Quanto aos jornalistas, esses antes tinham uma formação eminentemente humana, com disciplinas como sociologia, psicologia, antropologia, história e muitos semestres de português. Você tinha que saber escrever bem, com o mínimo de erros e o máximo de estilo, ao mesmo tempo em que precisava conhecer profundamente o funcionamento da sociedade.

Hoje estão formando mais técnicos, que sabem operar todos os aparelhos que estão disponíveis, mas que têm maiores dificuldades em termos de saber o que perguntar, como analisar respostas, como expor as questões relevantes com a profundidade que merecem. Tudo está mais superficial e repetitivo.


Mais especificamente quanto à linha editorial dos jornais, mudou algo?

Sim, as coisas sempre mudam com o passar do tempo. E ficar diferente não significa necessariamente estar melhor ou pior. Os interesses dos leitores vão se alterando e eles ditam, de certa forma, aquilo que se deve escrever. Mas essas mudanças não são uniformes em todos os lugares. Teria que se examinar cada caso sobre o qual se quisesse opinar. Genericamente, entendo que aos jornais do interior o que ainda não sofreu alteração significativa foi o pouco espaço para expressar opinião, para posicionar-se. Aquilo que é assinado, por exemplo, deveria ser mais forte, algo capaz de propiciar debate, pois apenas do confronto civilizado de ideias é que se estabelece condições de evolução. Não fazer isso é ficar muito parecido com a concorrência, não aproveitando oportunidade de se destacar. Só informar que algo vai acontecer e, na edição seguinte, contar que realmente aconteceu, é muito pouco.

Na sua opinião, qual é a importância do jornalismo para a sociedade?
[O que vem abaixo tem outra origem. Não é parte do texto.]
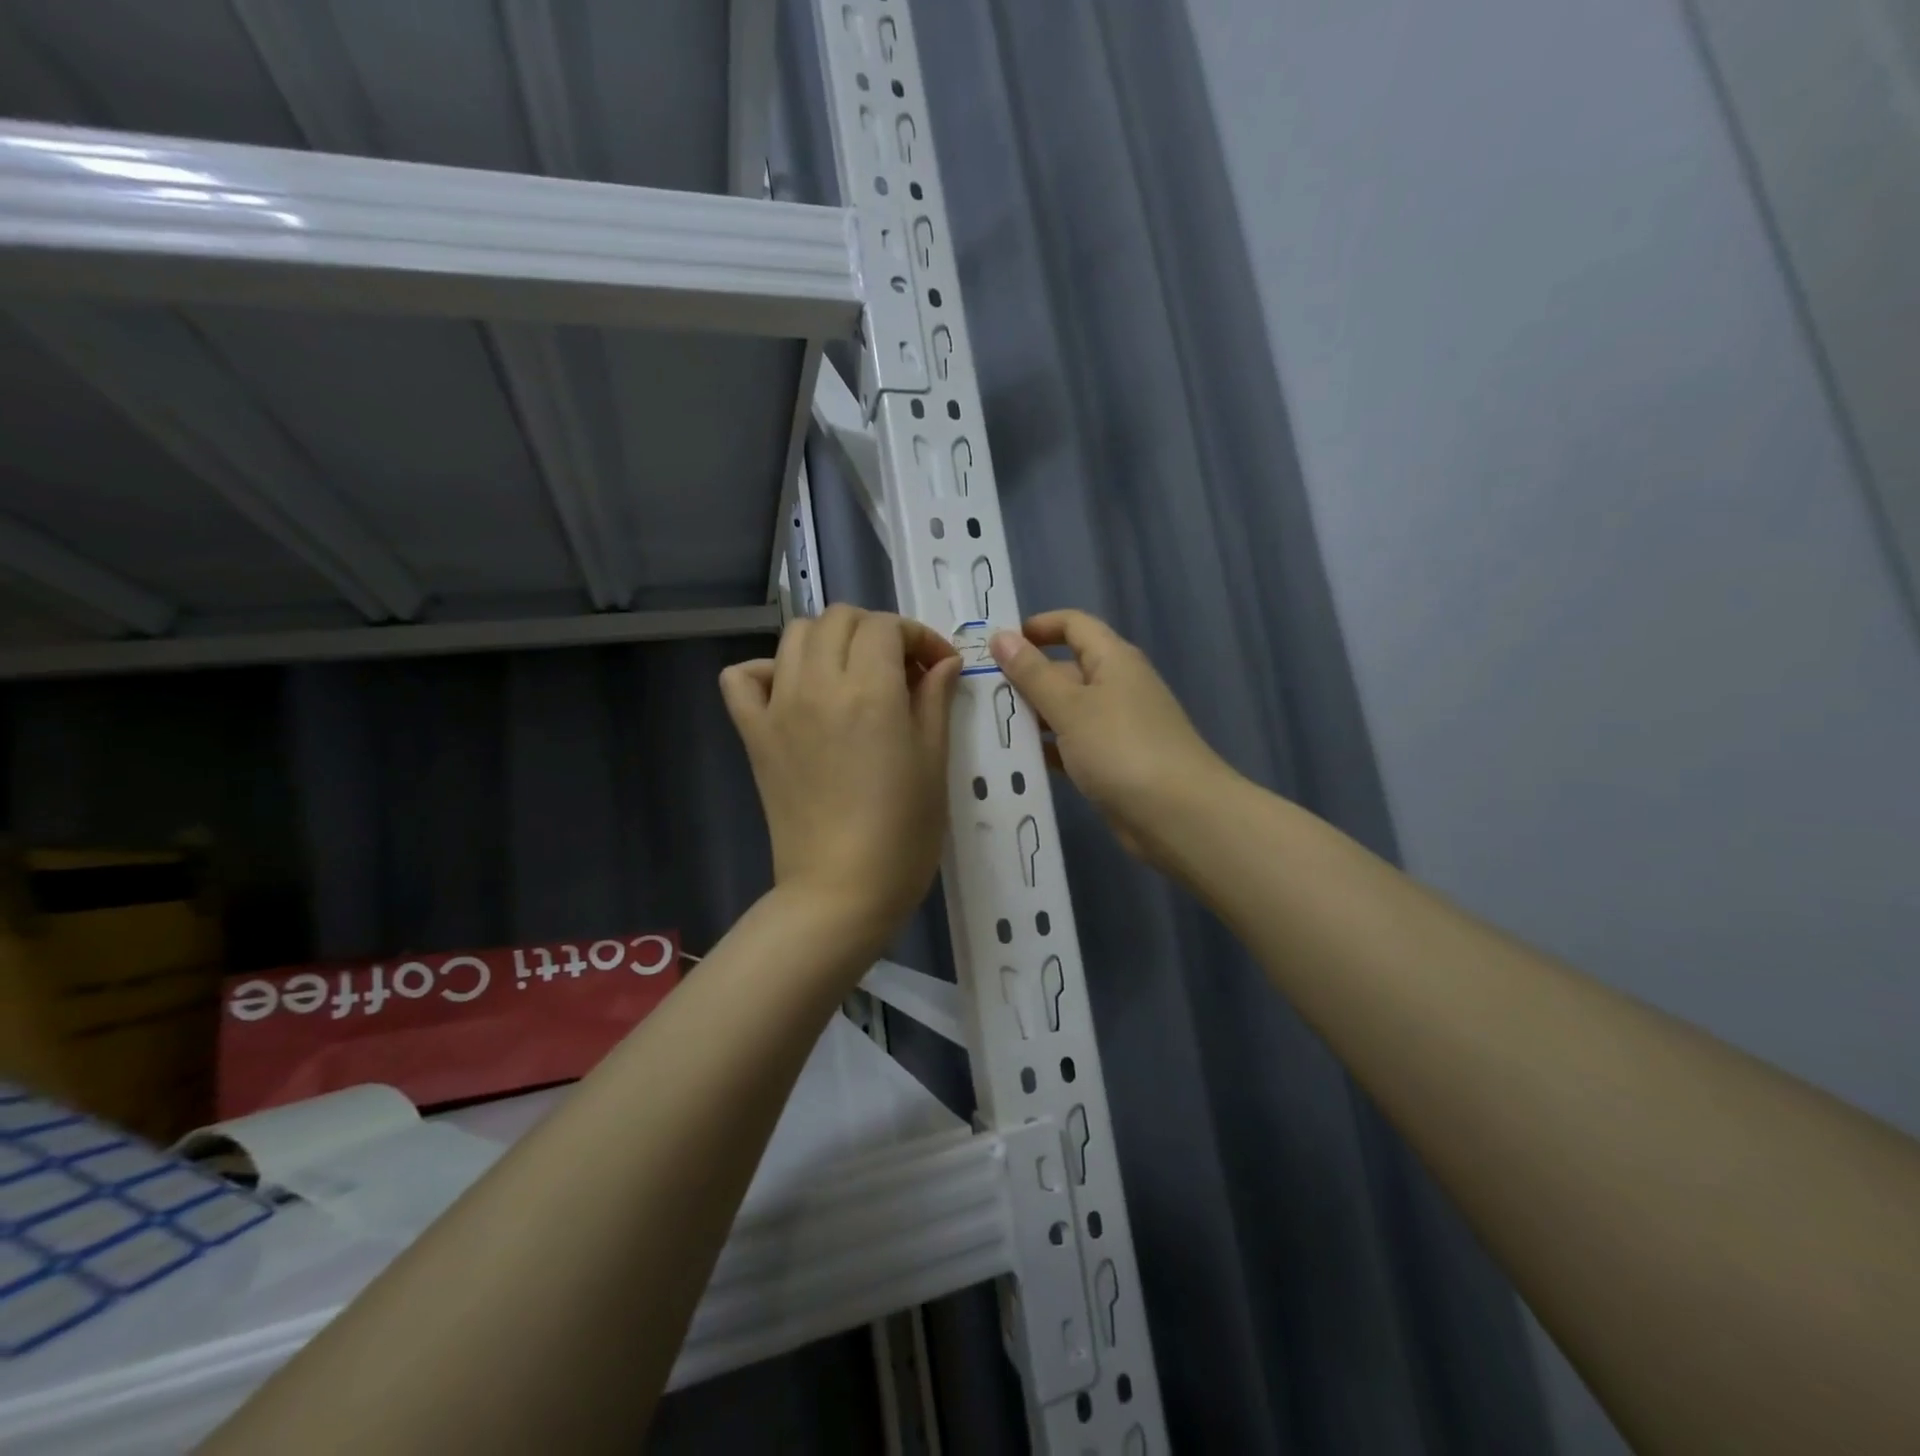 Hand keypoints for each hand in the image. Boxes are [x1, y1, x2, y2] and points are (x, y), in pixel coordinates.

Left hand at [720, 606, 961, 953]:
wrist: (841, 890)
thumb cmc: (903, 832)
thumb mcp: (934, 762)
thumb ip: (935, 700)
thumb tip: (944, 661)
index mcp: (869, 691)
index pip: (887, 627)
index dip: (918, 635)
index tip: (937, 665)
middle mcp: (817, 685)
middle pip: (839, 619)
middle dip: (876, 630)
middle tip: (900, 668)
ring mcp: (778, 707)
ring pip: (794, 636)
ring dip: (829, 640)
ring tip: (853, 674)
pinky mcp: (754, 734)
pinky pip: (742, 678)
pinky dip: (766, 670)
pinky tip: (793, 691)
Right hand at [989, 610, 1232, 862]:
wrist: (1178, 815)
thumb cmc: (1122, 748)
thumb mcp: (1070, 707)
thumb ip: (1032, 673)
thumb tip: (1001, 636)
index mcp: (1113, 659)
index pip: (1074, 625)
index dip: (1037, 627)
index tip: (996, 645)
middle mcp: (1116, 686)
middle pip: (1065, 669)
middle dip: (1025, 678)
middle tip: (978, 693)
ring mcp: (1116, 726)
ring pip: (1066, 710)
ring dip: (1032, 716)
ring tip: (985, 726)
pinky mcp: (1112, 762)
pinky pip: (1072, 745)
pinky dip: (1048, 749)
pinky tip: (1015, 761) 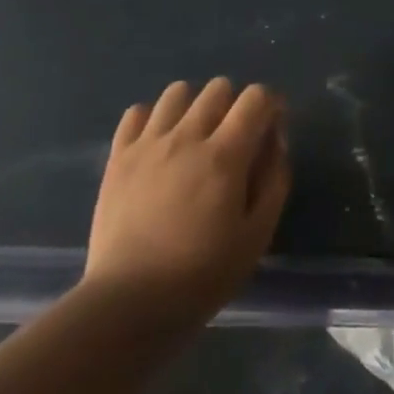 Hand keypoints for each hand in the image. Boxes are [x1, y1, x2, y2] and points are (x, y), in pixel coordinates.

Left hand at [84, 78, 290, 321]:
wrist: (127, 306)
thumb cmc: (200, 276)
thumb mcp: (256, 236)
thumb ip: (274, 181)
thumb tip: (276, 142)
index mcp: (225, 155)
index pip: (256, 97)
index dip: (270, 104)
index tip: (271, 128)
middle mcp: (187, 136)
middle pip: (219, 87)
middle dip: (234, 104)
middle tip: (232, 139)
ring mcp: (148, 144)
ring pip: (178, 91)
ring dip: (194, 106)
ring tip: (194, 137)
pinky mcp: (118, 157)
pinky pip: (136, 112)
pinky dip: (152, 120)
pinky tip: (158, 145) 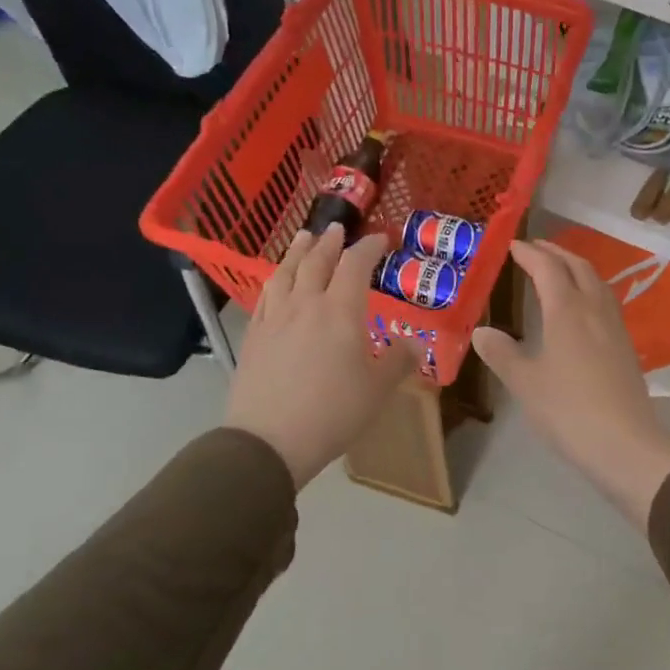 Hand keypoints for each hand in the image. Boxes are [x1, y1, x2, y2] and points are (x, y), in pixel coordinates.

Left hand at [223, 224, 418, 487]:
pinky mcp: (254, 337)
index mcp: (340, 311)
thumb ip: (399, 361)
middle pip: (316, 261)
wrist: (269, 440)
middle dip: (330, 243)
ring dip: (297, 252)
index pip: (355, 265)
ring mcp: (275, 319)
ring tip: (304, 238)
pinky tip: (276, 282)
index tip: (381, 239)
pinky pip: (265, 296)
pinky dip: (275, 280)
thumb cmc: (333, 413)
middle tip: (337, 229)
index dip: (369, 248)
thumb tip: (414, 342)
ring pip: (285, 273)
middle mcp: (306, 305)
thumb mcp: (378, 390)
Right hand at [471, 240, 669, 529]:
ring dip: (576, 268)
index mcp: (567, 310)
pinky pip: (606, 303)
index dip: (529, 253)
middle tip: (534, 249)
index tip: (512, 245)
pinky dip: (589, 290)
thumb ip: (502, 353)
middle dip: (556, 253)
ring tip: (557, 271)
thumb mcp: (525, 383)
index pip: (548, 268)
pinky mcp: (626, 347)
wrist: (625, 444)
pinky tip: (581, 310)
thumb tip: (481, 332)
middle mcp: (594, 309)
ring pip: (597, 283)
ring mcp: (615, 328)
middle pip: (578, 267)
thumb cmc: (568, 410) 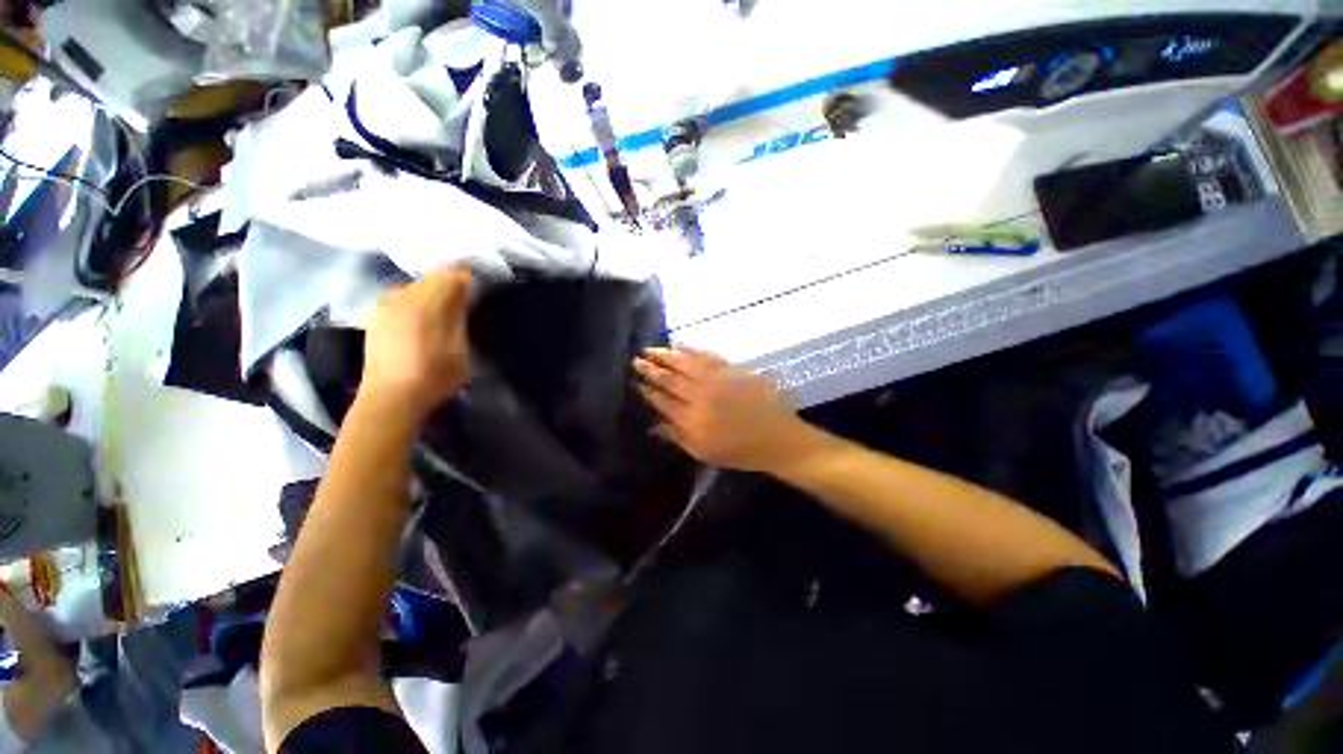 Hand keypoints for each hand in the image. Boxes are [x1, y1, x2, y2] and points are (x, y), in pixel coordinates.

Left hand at [360, 267, 472, 419]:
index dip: (466, 278)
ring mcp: (385, 306)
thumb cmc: (434, 377)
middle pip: (431, 277)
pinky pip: (400, 296)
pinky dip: (415, 299)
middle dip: (449, 283)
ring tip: (444, 309)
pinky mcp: (376, 317)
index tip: (478, 289)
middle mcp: (402, 298)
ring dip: (432, 291)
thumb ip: (459, 315)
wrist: (390, 399)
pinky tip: (421, 316)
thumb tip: (463, 290)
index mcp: (425, 305)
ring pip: (414, 285)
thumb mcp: (459, 349)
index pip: (450, 276)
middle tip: (465, 300)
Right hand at [634, 348, 809, 471]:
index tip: (636, 382)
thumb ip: (677, 437)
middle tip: (636, 359)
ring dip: (665, 354)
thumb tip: (654, 424)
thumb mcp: (704, 453)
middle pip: (670, 378)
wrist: (776, 438)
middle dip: (651, 368)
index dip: (648, 390)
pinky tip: (680, 345)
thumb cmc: (739, 451)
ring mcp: (717, 380)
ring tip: (650, 349)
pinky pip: (707, 355)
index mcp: (692, 420)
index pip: (662, 400)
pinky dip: (690, 349)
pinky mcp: (732, 369)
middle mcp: (701, 396)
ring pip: (685, 362)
- Minha resposta pode ser considerada tendenciosa, por eu ser jornalista, mas acredito que é muito grande e deve ser cada vez maior. Um paradoxo, porque acabei de dizer que os jornais impressos tendem a desaparecer, migrando para os meios digitais, onde estão tantos não jornalistas. Mas, a multiplicidade dos meios de acesso à informação, vai exigir mais do que nunca a presença de verdadeiros profissionais no processo que queira ser levado a sério. As pessoas tendem a acreditar que hoje qualquer um pode ser jornalista, bastando estar no lugar certo, na hora certa, com um celular que permita gravar vídeo e áudio. Mas não é assim. Essas pessoas são testemunhas de acontecimentos e podem e devem ser consideradas fontes. Apenas isso: fontes. Porque não basta se mostrar um fato, apesar de toda a importância que possa ter isso. Jornalismo é muito mais. É analisar causas e consequências desse fato, é ir além da informação primariamente dada, oferecendo conteúdo. É ouvir opiniões das pessoas certas e saber quando e como levar isso ao conhecimento público. É entender que o exercício profissional competente e ético contribui para a melhoria da sociedade, do mundo no qual vivemos.

Galeria de Imagens
Solon Saldanha (à esquerda) na cerimônia de entrega do troféu Correio Livre, que era entregue com uma caricatura da pessoa, gravada em metal. Na foto, Paulo Minozzo e Lino Cherubini.
Solon Saldanha (à esquerda) na cerimônia de entrega do troféu Correio Livre, que era entregue com uma caricatura da pessoa, gravada em metal. Na foto, Paulo Minozzo e Lino Cherubini.
Solon Saldanha e Augusto Bier (parte superior da foto) com os pratenses Rogério Krüger e Gilberto Nery (in memorian)
Solon Saldanha e Augusto Bier (parte superior da foto) com os pratenses Rogério Krüger e Gilberto Nery (in memorian)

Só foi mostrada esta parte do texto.